In other words, pretty pointless all round.

Or for a change he could actually follow the advice, do his share round the house so she's not fucking knackered, make his wife feel seen as a valued and respected human being in her own right (and not just an alternative to a wank sock) and see where it leads.

Given that the advice comes from women who have actually experienced it actually telling him what women need from a marriage, it's sound advice.

Or do you think he was just looking for posters telling him ways to manipulate his wife into bed without any really effort on his part?

vodkaredbullgirl · 15/01/2026 20:20

We will never know, as they not come back.

HopefullyGrey · 16/01/2026 00:17

I wonder if he got sex.

IWetMyPlants · 16/01/2026 21:43

Vivaleconfused · 12/01/2026 00:22

Can only tell you from a wife’s perspective.

  • don’t find husband attractive anymore.

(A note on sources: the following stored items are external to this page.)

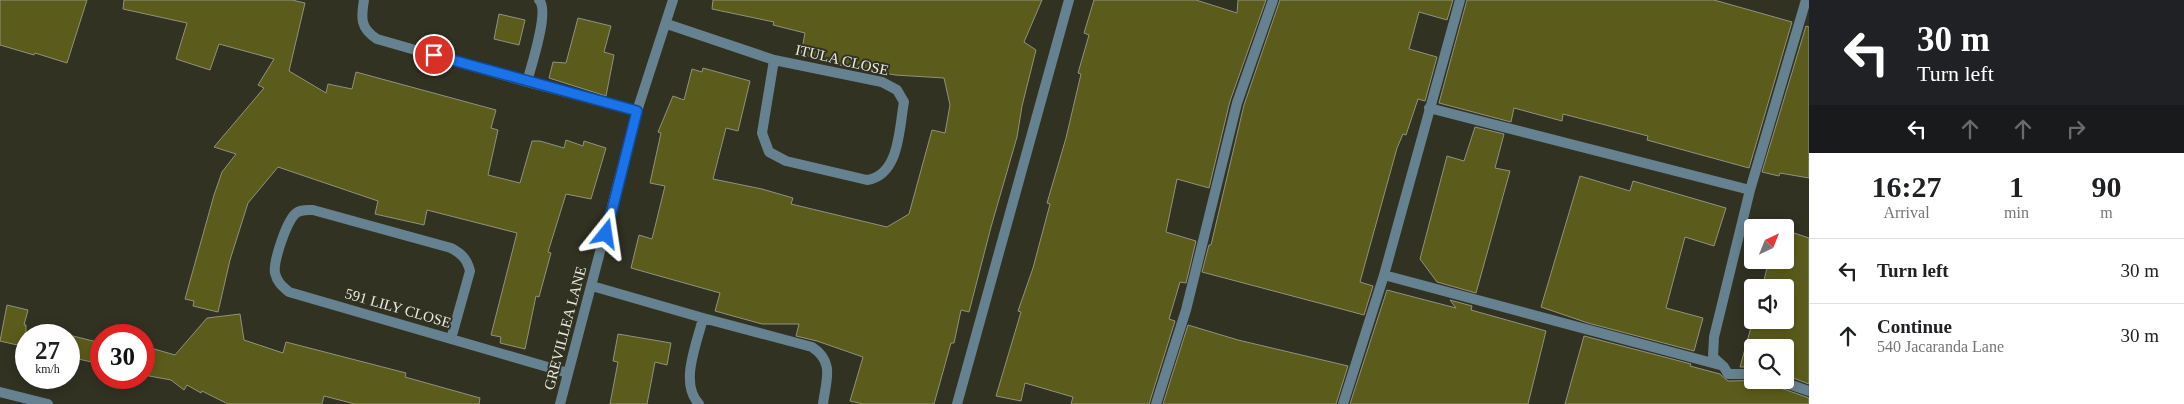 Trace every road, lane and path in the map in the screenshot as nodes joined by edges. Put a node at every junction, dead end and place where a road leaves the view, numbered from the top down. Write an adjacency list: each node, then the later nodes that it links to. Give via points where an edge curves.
1 (364, 0): 10 (street, via 361,18 364,28 377,39)
2 (540, 0): 10 (street, via 544,15)
3 (673, 0): 8 (street, GREVILLEA LANE)
4 (1069, 0): 28 (street)
5 (1273, 0): 29 (street, via 1238,104 1186,310)
6 (1460, 0): 11 (street)
7 (1806, 0): 13 (street)
8 (667, 24): 9 (street); 12 (street, GREVILLEA LANE)
9 (774, 60): 9 (street, ITULA CLOSE, via 762,133 769,152 786,160 868,180 884,173 893,161 904,102 897,90 882,82)
10 (527, 82): 12 (street)
11 (1429, 108): 13 (street); 14 (street)
12 (637, 111): 15 (street, GREVILLEA LANE)
13 (1750, 190): 18 (street, via 1714,337 1713,357)
14 (1384, 275): 18 (street); 30 (street)
15 (592, 286): 16 (street); 19 (street, GREVILLEA LANE)
16 (703, 318): 26 (street, via 688,380 693,397); 27 (street, via 812,347 822,353 828,369)
17 (451, 339): 17 (street, 591 LILY CLOSE, via 289,292 278,281 275,268 286,228 295,214 313,210 460,253 468,261 470,271); 19 (street, 591 LILY CLOSE)
18 (1720, 365): 20 (street, via 1728,374)
19 (568, 373): 25 (street, GREVILLEA LANE)
20 (1744, 374)
21 (1794, 386): 22 (street)
22 (1809, 391)
23 (0, 392): 24 (street)
24 (48, 404)
25 (560, 404)
26 (699, 404)
27 (823, 404)
28 (957, 404)
29 (1156, 404)
30 (1343, 404) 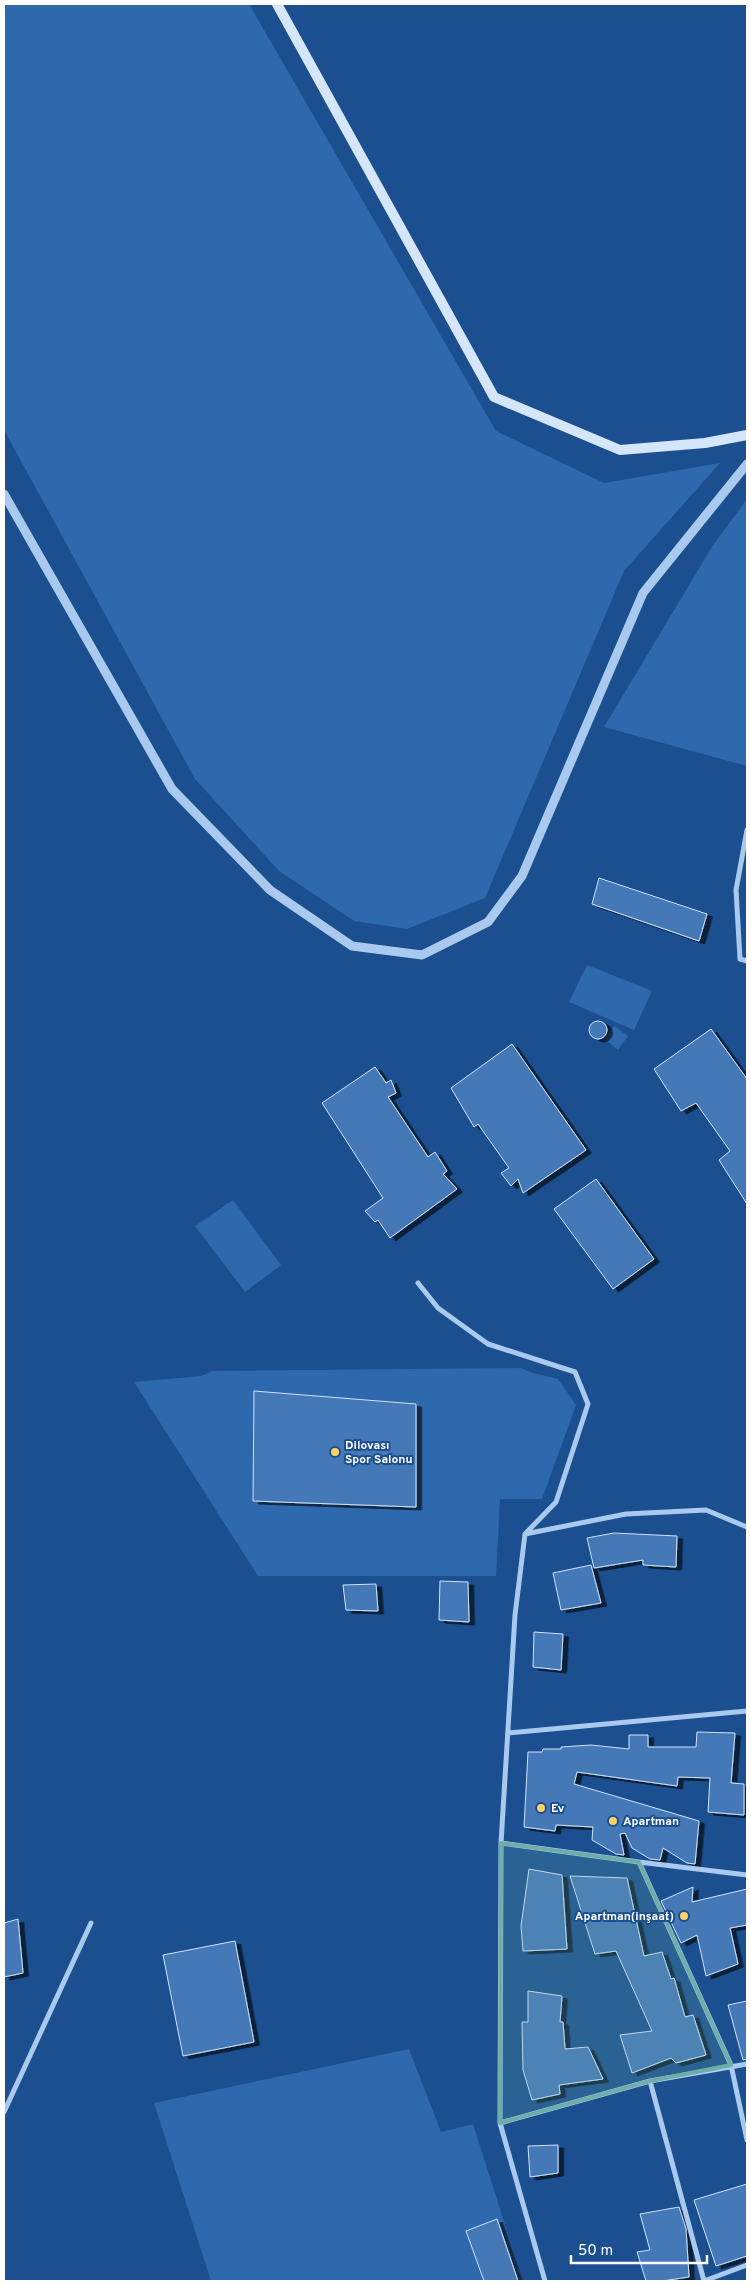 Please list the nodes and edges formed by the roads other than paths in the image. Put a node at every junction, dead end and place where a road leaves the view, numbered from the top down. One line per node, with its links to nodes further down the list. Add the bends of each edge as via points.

He’s almost like another child, leaving all the emotional labour to me, leaving decision making to me etc.
  • sex is pretty meh. I rarely orgasm, he always does. I rather just masturbate or use my toys when he’s not around. I get an orgasm.
  • sometimes I feel he only wanted to know me when he wanted sex. He’d be pawing at me when I was trying to load the dishwasher, planning nights away etc. but seldom took any interest in me and the things I like (non sexual things).
  • each time I saw him side eye another woman or taking a double look at another women while we were out or driving, or saw him looking at another woman on social media (thirst traps, when he thought I wasn’t looking), it kind of was like blowing on a candle flame. I’m not jealous but it was the principal of it, and seeing him as some middle age pervert just like the ones I used to feel sorry for and try to avoid when I was young. Eventually the flame went out.
  • he rarely brushed his teeth.
  • he dressed like an old person. Stopped taking care of himself and his appearance. Zero effort.
  • sex was boring and predictable.
  • he hardly ever helped with housework or just did the minimum to a mediocre standard. So he was just a bit of a burden. Like a child. I don’t want to have sex with children so…

That was what happened with my husband of 20 years anyway. He was actually a top bloke but once the ick creeps in, there’s not really any going back.

Love this! Just like what I'm going through right now...

GKG1 · 17/01/2026 22:28

Came back to see if yer man came back. Surprise surprise.

HorseyWoman · 17/01/2026 23:36

I mean, I agree with everything said by the PPs. But I would add that if she is perimenopausal, which is highly likely at 40/41, it isn't just oestrogen and progesterone that can be an issue. It is often overlooked because we aren't men, and I had huge issues being taken seriously even with a blood test showing it was low, but we do lose testosterone as we get older and that is the biggest steer in sex drive.